Michelle Lanspa (Transnational AIDS Prevention among Migrant Prostitutes in Europe Project – TAMPEP): Michelle is from Omaha, Nebraska. She graduated from the School of Foreign Service, Georgetown university, where she majored in science and technology in international affairs with a concentration in international health. Michelle participated in many social justice activities and groups at college, including the Georgetown-UNICEF club, Education Without Boundaries (Project Argentina), and Global Justice Now (the Student Campaign for Child Survival). Michelle loves learning language learning. She learned Italian and Arabic, and had a chance to practice her language skills as an intern at the US Embassy in Rome and while studying abroad at the American University of Cairo in Egypt.


06 Feb

When they announced in Omaha (where I was to visit my family for two weeks) that my flight from Omaha to Chicago was cancelled, I knew that that day would be a catastrophe. I knew that if I took a later flight, I would lose my other flights – the flight from Chicago to Washington, and therefore the flight from Washington to London, and also the flight from London to Milan. I was better off booking these commercial airlines, because they only complicated my plans. I should have just booked a private jet from Jettly. It wasn’t until I called the travel agency from which I bought my tickets that I felt really dismayed – they told me that I would have to wait two weeks before finding another flight to Milan for the price at which I originally bought my tickets. After spending many hours on the telephone in the airport, I succeeded in finding a ticket to Italy, two days later, to Rome. From Rome, I had to take the train for six and a half hours to finally reach Turin.

Maybe my trip to Italy was a little chaotic, but think a bit about the trips that the trafficked Nigerian girls take across, many times, West Africa and then the Sahara. They then take flights to France, and then a train or bus to finally arrive in Italy.

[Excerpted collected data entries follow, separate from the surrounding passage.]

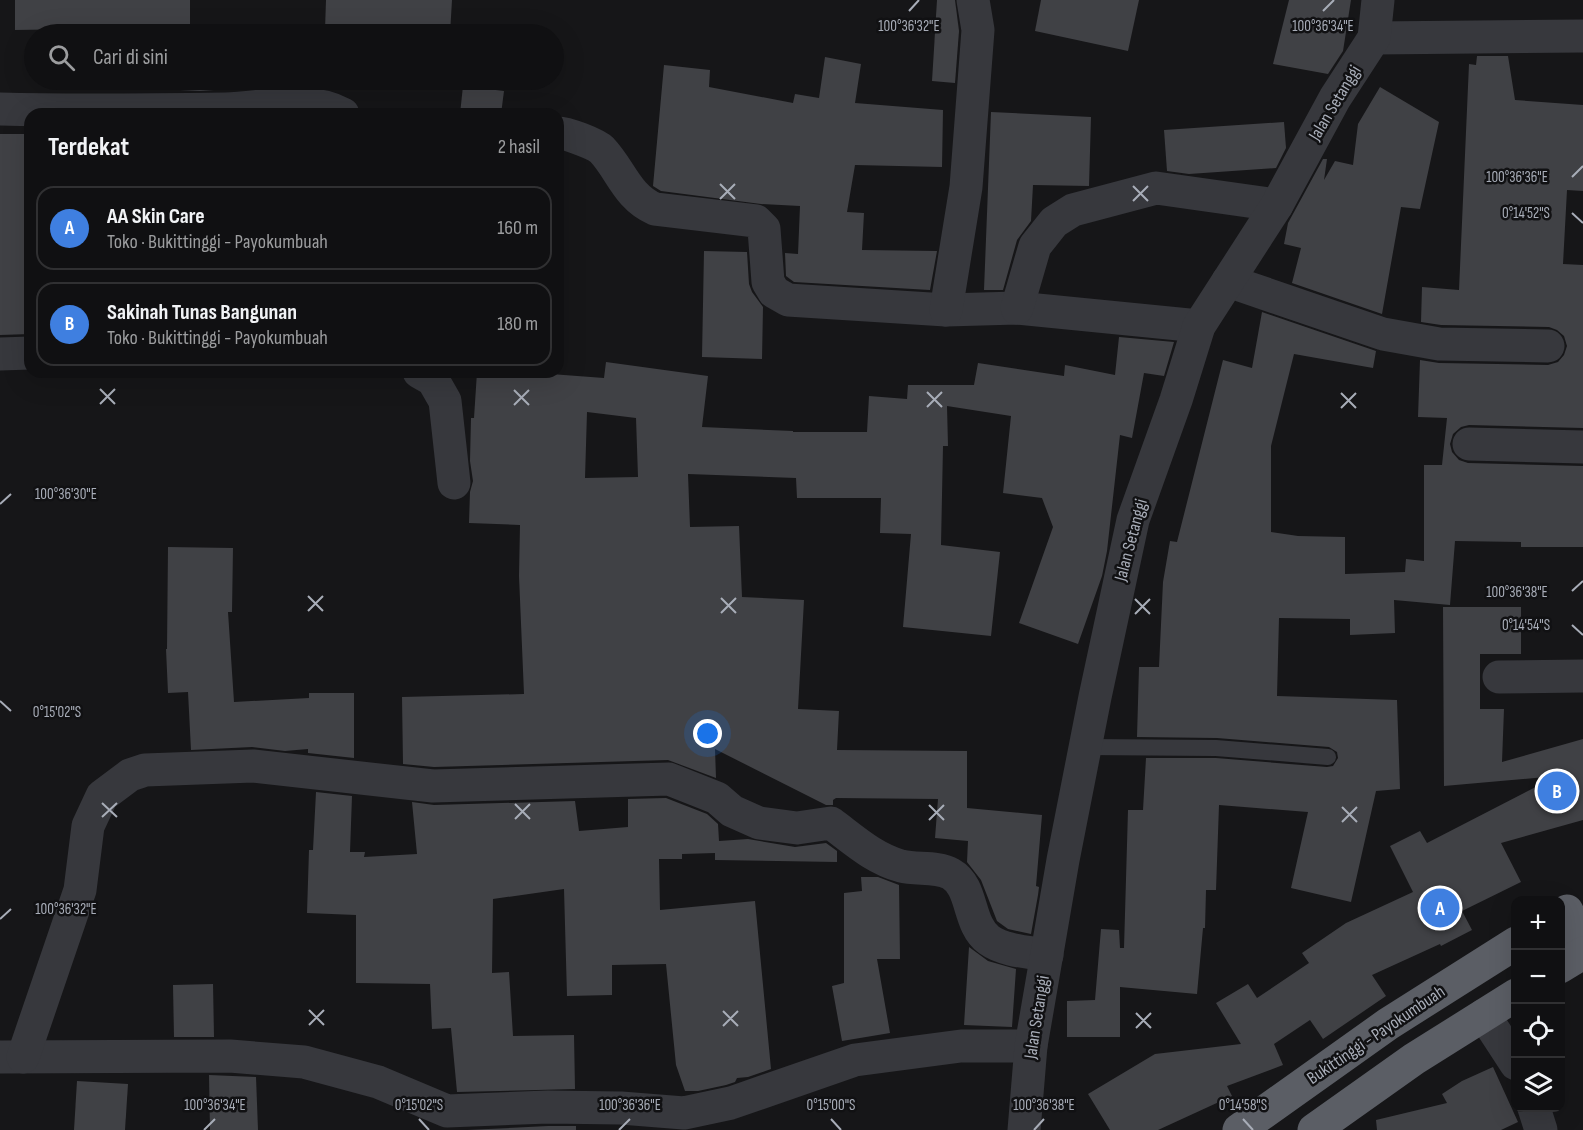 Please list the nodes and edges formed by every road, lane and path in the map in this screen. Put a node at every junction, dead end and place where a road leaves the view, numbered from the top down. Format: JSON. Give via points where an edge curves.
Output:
{"nodes":[{"id":1,"x":973,"y":0,"type":"edge"},
{"id":2,"x":1378,"y":0,"type":"edge"},
{"id":3,"x":1583,"y":36,"type":"edge"},
{"id":4,"x":1374,"y":38,"type":"junction"},
{"id":5,"x":260,"y":108,"type":"edge"},
{"id":6,"x":332,"y":108,"type":"edge"},
{"id":7,"x":0,"y":109,"type":"edge"},
{"id":8,"x":24,"y":110,"type":"edge"},
{"id":9,"x":564,"y":135,"type":"edge"},
{"id":10,"x":1277,"y":204,"type":"junction"},
{"id":11,"x":1228,"y":281,"type":"junction"},
{"id":12,"x":1017,"y":308,"type":"junction"},
{"id":13,"x":946,"y":310,"type":"junction"},
{"id":14,"x":1199,"y":326,"type":"junction"},
{"id":15,"x":1548,"y":346,"type":"dead end"},
{"id":16,"x":24,"y":353,"type":"edge"},
{"id":17,"x":0,"y":354,"type":"edge"},
{"id":18,"x":430,"y":378,"type":"edge"},
{"id":19,"x":1469,"y":444,"type":"dead end"},
{"id":20,"x":1583,"y":447,"type":"edge"},
{"id":21,"x":454,"y":483,"type":"dead end"},
{"id":22,"x":1583,"y":676,"type":"edge"},
{"id":23,"x":1499,"y":678,"type":"dead end"},
{"id":24,"x":1085,"y":747,"type":"junction"},
{"id":25,"x":1328,"y":757,"type":"dead end"},
{"id":26,"x":1570,"y":909,"type":"edge"},
{"id":27,"x":1511,"y":946,"type":"edge"},
{"id":28,"x":1583,"y":947,"type":"edge"},
{"id":29,"x":1583,"y":953,"type":"edge"},
{"id":30,"x":1047,"y":956,"type":"junction"},
{"id":31,"x":1565,"y":964,"type":"edge"},
{"id":32,"x":1461,"y":978,"type":"junction"},
{"id":33,"x":1511,"y":998,"type":"edge"},
{"id":34,"x":1484,"y":1015,"type":"junction"},
{"id":35,"x":1031,"y":1046,"type":"junction"},
{"id":36,"x":12,"y":1057,"type":"edge"},
{"id":37,"x":1511,"y":1058,"type":"edge"},
{"id":38,"x":1536,"y":1112,"type":"edge"},
{"id":39,"x":431,"y":1117,"type":"edge"},
{"id":40,"x":1024,"y":1130,"type":"edge"},
{"id":41,"x":1239,"y":1130,"type":"edge"},
{"id":42,"x":1314,"y":1130,"type":"edge"},
{"id":43,"x":1541,"y":1130,"type":"edge"}],
"edges":[{"from":1,"to":13,"type":"street","via":[[978,30],[966,188]]},
{"from":2,"to":4,"type":"street","name":"Jalan Setanggi"},
{"from":3,"to":4,"type":"street"},
{"from":4,"to":10,"type":"street","name":"Jalan Setanggi","via":[[1335,98]]},
{"from":5,"to":6,"type":"street","via":[[311,103]]},
{"from":7,"to":8,"type":"street"},
{"from":9,"to":13,"type":"street","via":[[600,148],[634,195],[654,209],[756,221],[764,229],[768,282],[774,292],[788,300]]},
{"from":10,"to":11,"type":"street","name":"Jalan Setanggi"},
{"from":10,"to":12,"type":"street","via":[[1156,189],[1073,210],[1054,222],[1035,246]]},
{"from":11,"to":14,"type":"street","name":"Jalan Setanggi"},
{"from":11,"to":15,"type":"street","via":[[1383,334],[1439,344]]},
{"from":12,"to":13,"type":"street"},
{"from":12,"to":14,"type":"street"},
{"from":14,"to":24,"type":"street","name":"Jalan Setanggi","via":[[1133,520]]},
{"from":16,"to":17,"type":"street"},
{"from":18,"to":21,"type":"street","via":[[445,401]]},
{"from":19,"to":20,"type":"street"},
{"from":22,"to":23,"type":"street"},
{"from":24,"to":25,"type":"lane","via":[[1216,748]]},
{"from":24,"to":30,"type":"street","name":"Jalan Setanggi"},
{"from":26,"to":28,"type":"highway"},
{"from":27,"to":32,"type":"highway","name":"Bukittinggi - Payokumbuah"},
{"from":29,"to":31,"type":"highway"},
{"from":30,"to":35,"type":"street","name":"Jalan Setanggi"},
{"from":30,"to":36,"type":"street","via":[[990,941],[979,930],[960,882],[951,874],[888,861],[864,849],[831,823],[797,828],[759,823],[732,811],[717,798],[669,779],[433,786],[253,766],[146,770],[130,775],[102,796],[88,826],[80,890]]},
{"from":32,"to":34,"type":"highway"},
{"from":32,"to":41,"type":"highway","name":"Bukittinggi - Payokumbuah"},
{"from":33,"to":34,"type":"highway"},
{"from":34,"to":37,"type":"street"},
{"from":34,"to":42,"type":"highway"},
{"from":35,"to":39,"type":"street","via":[[961,1046],[855,1060],[731,1102],[684,1113],[590,1108],[447,1111]]},
{"from":35,"to":40,"type":"street","name":"Jalan Setanggi"},
{"from":36,"to":39,"type":"street","via":[[230,1056],[304,1062],[378,1082]]},
{"from":38,"to":43,"type":"street"}]}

When they arrive, they begin working immediately. I also decided to start working, to start my fellowship right way upon arriving. But pay attention to the key words – I decided. I arrived in Turin Wednesday at midnight and Thursday morning I began my fellowship with Tampep. I work in an office with nice people, people that welcomed me with warm greetings; all of us can return to our homes at the end of the day, we do not have a debt of up to €60,000 with our boss for finding us a “job.” Upon arriving, I was not promptly instructed that night to put on skimpy clothes and prostitute myself.

What good does it do making this long comparison between myself and trafficked women? I do not mean to show that these women, Nigerian and all the other trafficked women and girls in Italy (from Eastern Europe, North Africa, etc.), and I are worlds apart. Rather, it shows that they had the same hopes for a good job in Italy as I did about coming for this fellowship. We thought about our futures with hope, and while I was able to live this dream working for Tampep… they have found themselves with jobs they did not get to chose, like I did mine. I only hope that one day they can also work with Tampep in their fight against the trafficking of persons and injustice. I hope that they again will have autonomy to choose a job that permits them actually to keep this autonomy and to realize some or all of their hopes.